As a Communication PhD student, Cameron’s dissertation research analyzes the participation of fat bodies in reality television and whether fat-positive representations are possible within the genre.
Cameron also produced her first film Fat Hiking Club—a documentary that follows Summer Michaud-Skog, the founder of Portland Oregon organization Fat Girls Hiking, and her mission to make the outdoors accessible for everybody and every body. Cameron’s film premiered at the 30th Vancouver Queer Film Festival in August. She is currently touring the film internationally and is integrating it into her research.
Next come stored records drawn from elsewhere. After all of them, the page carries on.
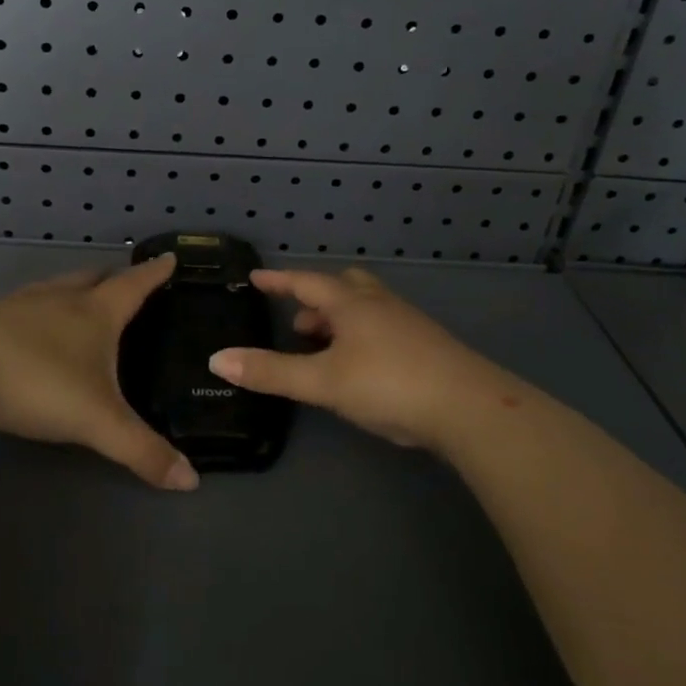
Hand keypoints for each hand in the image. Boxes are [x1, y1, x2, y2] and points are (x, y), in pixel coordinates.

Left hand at [0, 255, 197, 490]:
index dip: (155, 274)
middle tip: (124, 280)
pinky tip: (27, 328)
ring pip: (54, 288)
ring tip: (78, 298)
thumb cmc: (38, 384)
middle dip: (112, 277)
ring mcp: (18, 305)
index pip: (134, 286)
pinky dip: (35, 310)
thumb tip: (191, 481)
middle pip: (92, 278)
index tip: (169, 259)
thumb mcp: (99, 422)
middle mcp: (59, 300)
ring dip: (71, 289)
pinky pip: (20, 307)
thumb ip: (143, 451)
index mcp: (95, 314)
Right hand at [207, 268, 522, 456]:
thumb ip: (271, 371)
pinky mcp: (427, 346)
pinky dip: (362, 337)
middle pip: (342, 287)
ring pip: (366, 309)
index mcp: (351, 303)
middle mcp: (380, 305)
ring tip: (323, 350)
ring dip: (339, 321)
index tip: (256, 277)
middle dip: (315, 301)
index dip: (279, 280)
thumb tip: (217, 359)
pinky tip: (362, 368)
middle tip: (298, 324)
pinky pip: (383, 328)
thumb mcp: (322, 381)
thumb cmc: (388, 384)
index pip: (306, 282)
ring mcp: (408, 324)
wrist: (469, 407)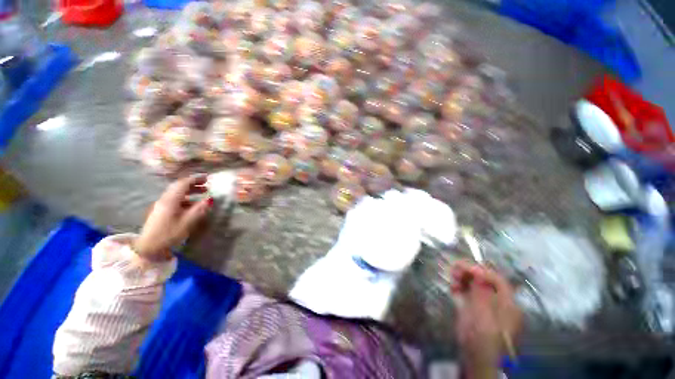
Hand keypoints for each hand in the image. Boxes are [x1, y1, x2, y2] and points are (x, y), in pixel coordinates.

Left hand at [134, 175, 212, 260]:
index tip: (207, 177)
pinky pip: (176, 199)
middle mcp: (165, 199)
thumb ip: (199, 209)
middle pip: (179, 186)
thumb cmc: (168, 234)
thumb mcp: (187, 222)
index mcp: (171, 200)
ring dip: (190, 190)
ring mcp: (162, 205)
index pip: (183, 184)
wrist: (148, 247)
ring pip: (177, 193)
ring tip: (203, 192)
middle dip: (193, 183)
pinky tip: (193, 204)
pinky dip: (186, 198)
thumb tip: (210, 199)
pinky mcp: (162, 211)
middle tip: (207, 183)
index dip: (195, 179)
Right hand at [450, 260, 521, 378]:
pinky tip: (453, 287)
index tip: (465, 267)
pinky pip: (468, 293)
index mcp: (507, 304)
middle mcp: (498, 302)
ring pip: (475, 285)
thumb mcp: (484, 316)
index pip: (497, 280)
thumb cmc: (484, 339)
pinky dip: (460, 287)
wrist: (477, 359)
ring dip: (464, 278)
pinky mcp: (474, 309)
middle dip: (470, 272)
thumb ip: (482, 293)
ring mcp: (486, 305)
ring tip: (453, 277)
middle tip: (455, 268)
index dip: (482, 271)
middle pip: (485, 281)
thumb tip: (478, 271)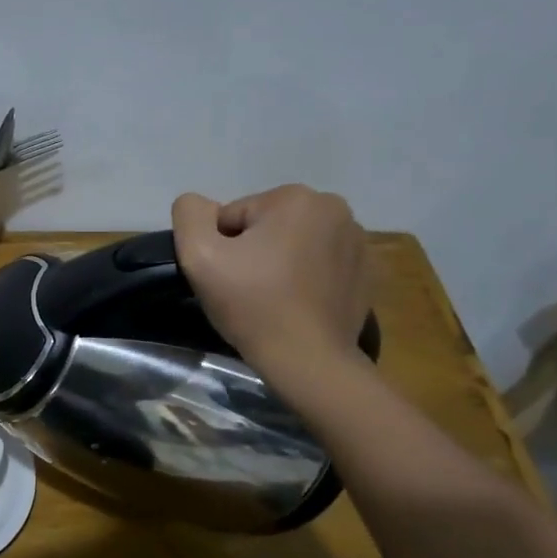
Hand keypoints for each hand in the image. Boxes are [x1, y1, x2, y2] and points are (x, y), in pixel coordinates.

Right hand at [171, 185, 371, 382]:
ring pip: (293, 242)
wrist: (308, 360)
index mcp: (295, 198)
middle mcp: (334, 208)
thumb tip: (200, 205)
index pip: (234, 216)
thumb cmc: (252, 304)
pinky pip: (319, 263)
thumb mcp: (199, 255)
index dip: (221, 248)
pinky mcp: (366, 270)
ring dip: (278, 262)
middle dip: (252, 251)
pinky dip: (305, 277)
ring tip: (273, 299)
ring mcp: (357, 240)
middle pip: (266, 225)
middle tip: (247, 289)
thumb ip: (190, 215)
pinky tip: (297, 304)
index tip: (228, 278)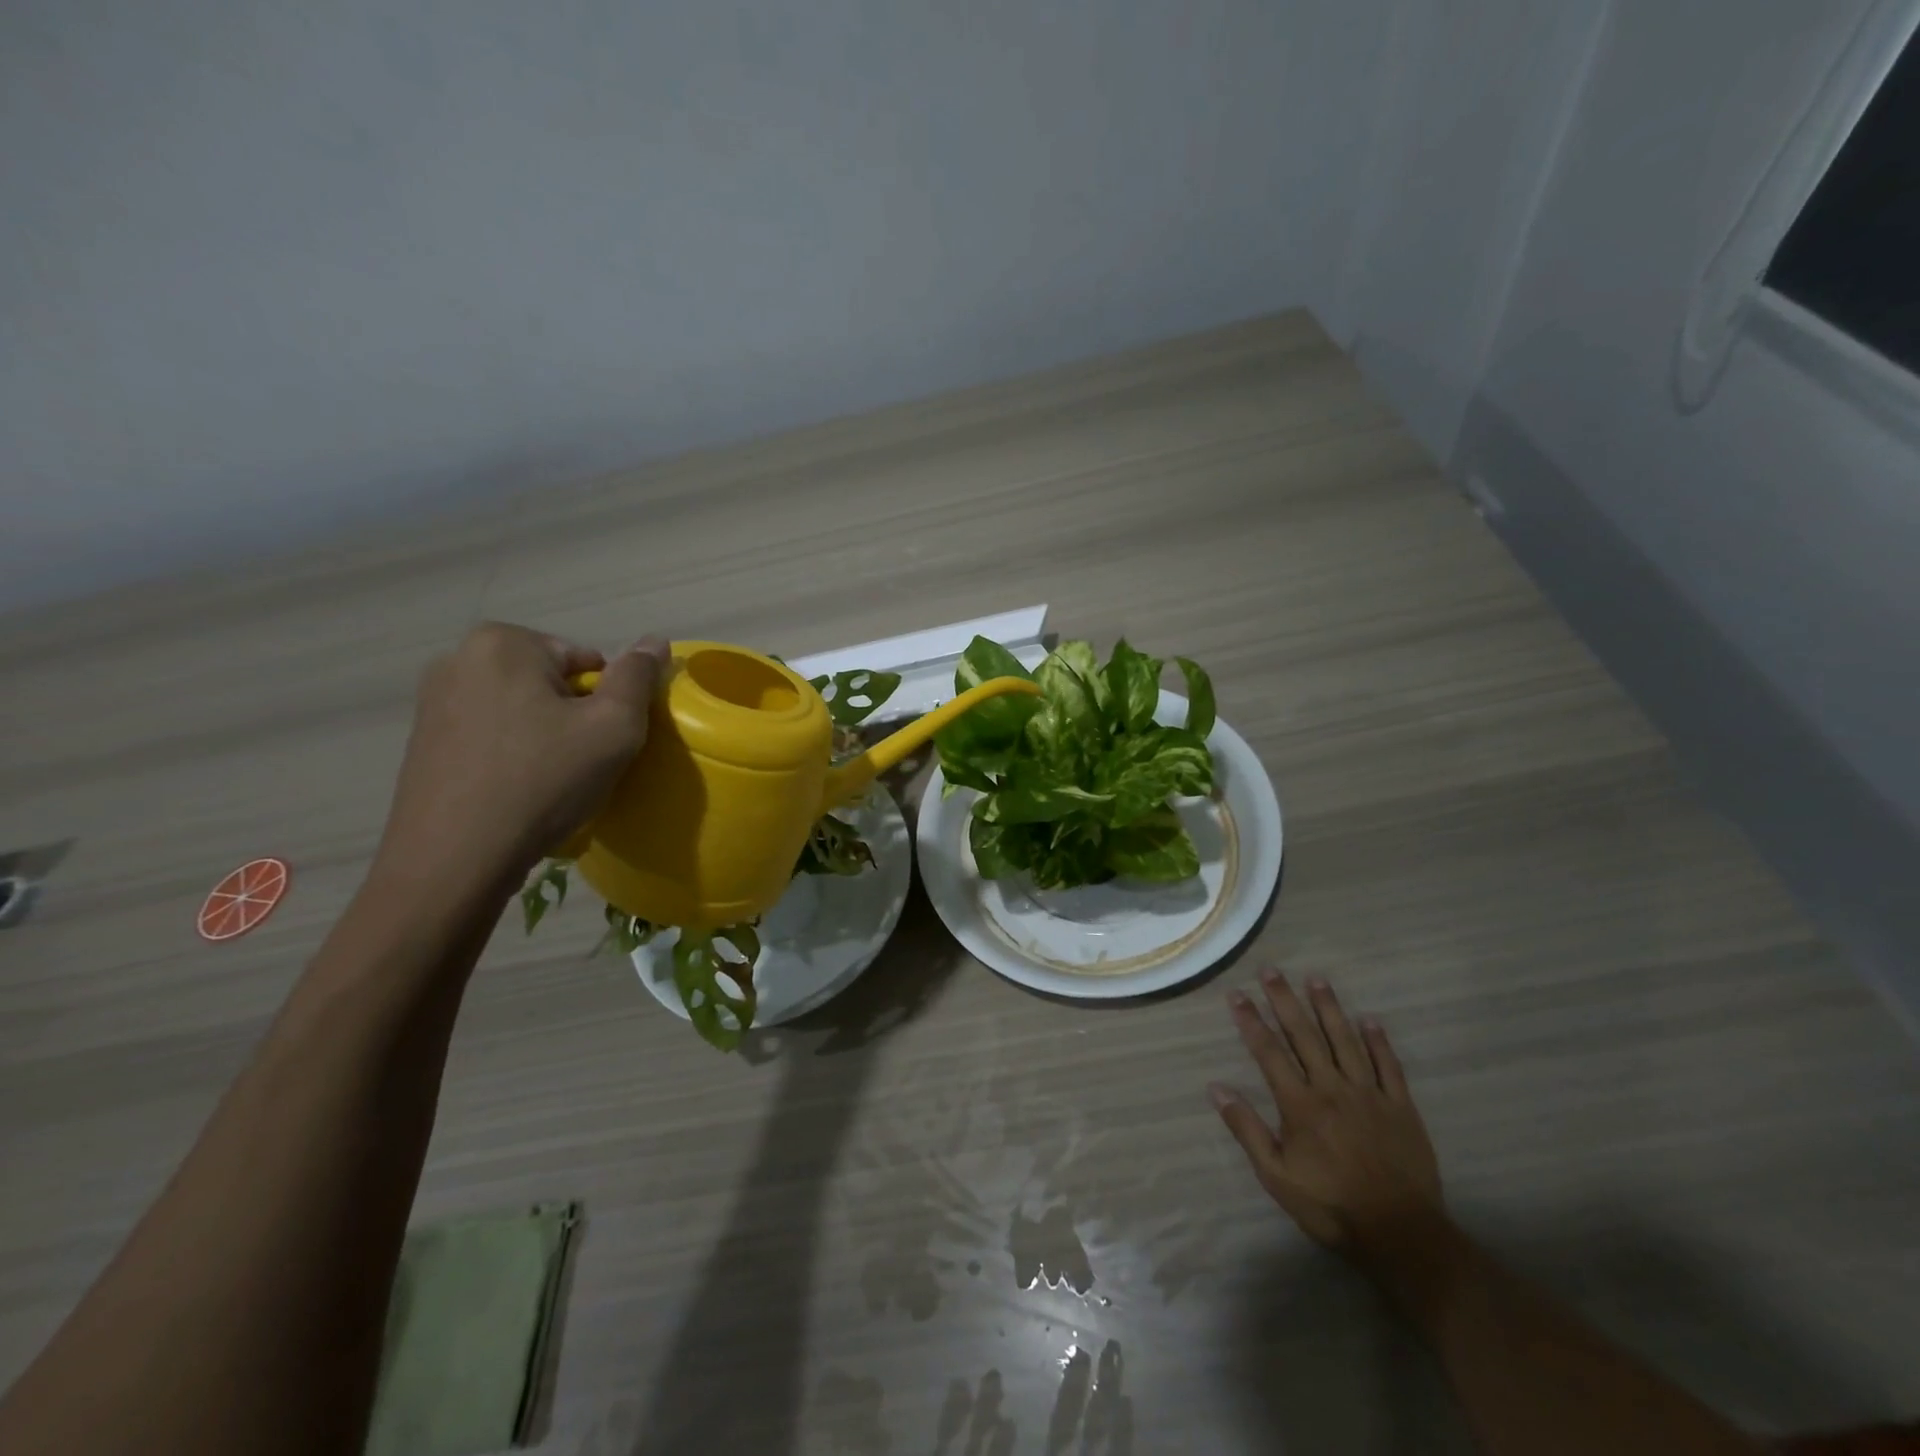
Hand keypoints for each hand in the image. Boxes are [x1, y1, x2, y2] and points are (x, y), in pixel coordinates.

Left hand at [375, 623, 670, 892]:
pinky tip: (516, 791)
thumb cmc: (543, 782)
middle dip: (573, 716)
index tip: (601, 744)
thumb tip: (655, 640)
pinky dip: (512, 754)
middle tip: (580, 764)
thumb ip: (638, 676)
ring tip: (549, 781)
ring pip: (521, 709)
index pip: (587, 660)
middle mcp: (458, 658)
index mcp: (504, 642)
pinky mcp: (422, 740)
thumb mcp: (614, 726)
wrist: (454, 860)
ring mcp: (432, 700)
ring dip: (544, 736)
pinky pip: (491, 734)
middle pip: (551, 682)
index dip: (606, 703)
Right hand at [1212, 969, 1443, 1262]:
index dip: (1250, 1021)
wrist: (1402, 1236)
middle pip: (1304, 1035)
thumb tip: (1216, 1087)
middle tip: (1271, 970)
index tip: (1237, 994)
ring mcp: (1370, 1095)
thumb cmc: (1331, 1207)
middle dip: (1285, 1000)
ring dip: (1329, 1008)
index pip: (1268, 1052)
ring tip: (1316, 979)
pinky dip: (1379, 1041)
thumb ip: (1247, 1129)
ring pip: (1345, 1041)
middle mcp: (1332, 1088)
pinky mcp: (1401, 1107)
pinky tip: (1370, 1020)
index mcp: (1300, 1104)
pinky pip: (1389, 1066)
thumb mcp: (1277, 1176)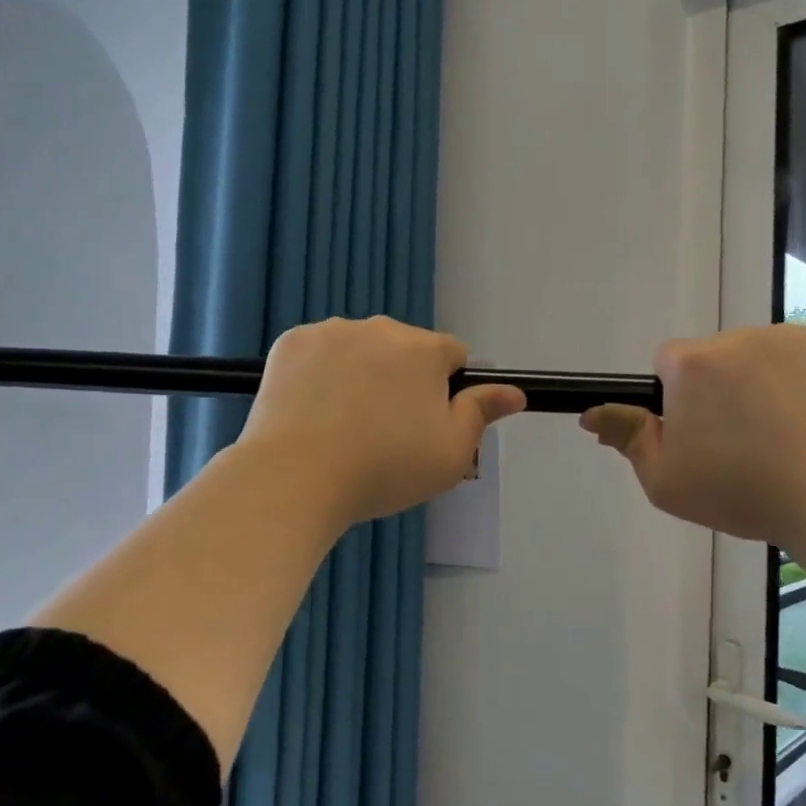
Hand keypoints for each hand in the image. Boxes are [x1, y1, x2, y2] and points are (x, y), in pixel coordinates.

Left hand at [239, 316, 525, 528]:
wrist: (296, 477)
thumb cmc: (384, 469)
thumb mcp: (451, 454)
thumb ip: (482, 413)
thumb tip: (514, 392)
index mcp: (424, 350)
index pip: (453, 355)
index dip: (447, 390)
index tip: (427, 424)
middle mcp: (380, 328)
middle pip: (405, 350)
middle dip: (403, 380)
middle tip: (385, 432)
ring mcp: (330, 331)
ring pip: (361, 349)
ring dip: (362, 373)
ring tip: (343, 424)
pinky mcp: (290, 343)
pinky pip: (319, 352)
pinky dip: (321, 373)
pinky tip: (312, 410)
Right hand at [580, 324, 805, 548]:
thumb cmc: (741, 492)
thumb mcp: (665, 480)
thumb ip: (627, 437)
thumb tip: (591, 412)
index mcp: (691, 364)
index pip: (667, 363)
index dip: (678, 399)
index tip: (699, 434)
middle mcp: (737, 337)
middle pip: (714, 358)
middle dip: (719, 389)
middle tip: (742, 441)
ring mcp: (789, 336)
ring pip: (758, 355)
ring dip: (760, 382)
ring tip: (784, 433)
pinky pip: (801, 355)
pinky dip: (802, 378)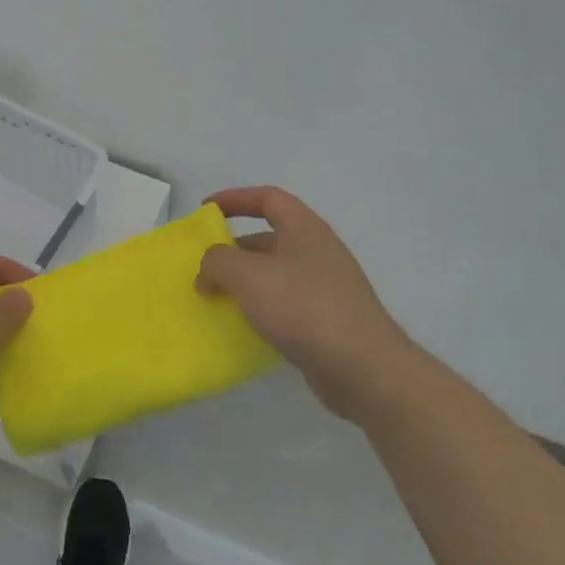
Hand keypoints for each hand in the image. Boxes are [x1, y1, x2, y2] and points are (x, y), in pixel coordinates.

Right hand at [195, 186, 412, 416]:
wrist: (361, 366)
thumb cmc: (303, 307)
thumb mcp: (248, 276)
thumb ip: (218, 262)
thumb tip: (208, 270)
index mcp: (305, 229)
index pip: (268, 199)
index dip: (235, 199)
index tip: (205, 211)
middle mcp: (317, 252)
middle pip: (269, 239)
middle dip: (233, 250)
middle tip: (203, 269)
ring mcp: (325, 287)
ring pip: (275, 275)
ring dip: (244, 283)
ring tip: (215, 301)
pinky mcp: (326, 321)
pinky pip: (285, 305)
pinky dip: (260, 310)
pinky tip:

“I’ve learned a lot in terms of what fat activist media looks like by making the film,” says Cameron. “In order to visualize a group of fat people hiking, I had to be conscious of portraying people while navigating tropes of fat people sweating or catching their breath that are so often used in reality television shows like The Biggest Loser.”
Cameron will receive the Sterling Prize at an award ceremony held on Thursday, October 18 at the Morris J. Wosk Centre for Dialogue at SFU’s Vancouver campus. Following the award ceremony, Cameron will give a presentation on her work. The lecture is free with registration and open to the public.
The Sterling Prize was first awarded in 1993 and remains committed to recognizing work that provokes and contributes to the understanding of controversy, while presenting new ways of looking at the world and challenging complacency. The Prize recognizes work across disciplines and departments and is awarded annually by the Sterling Prize committee.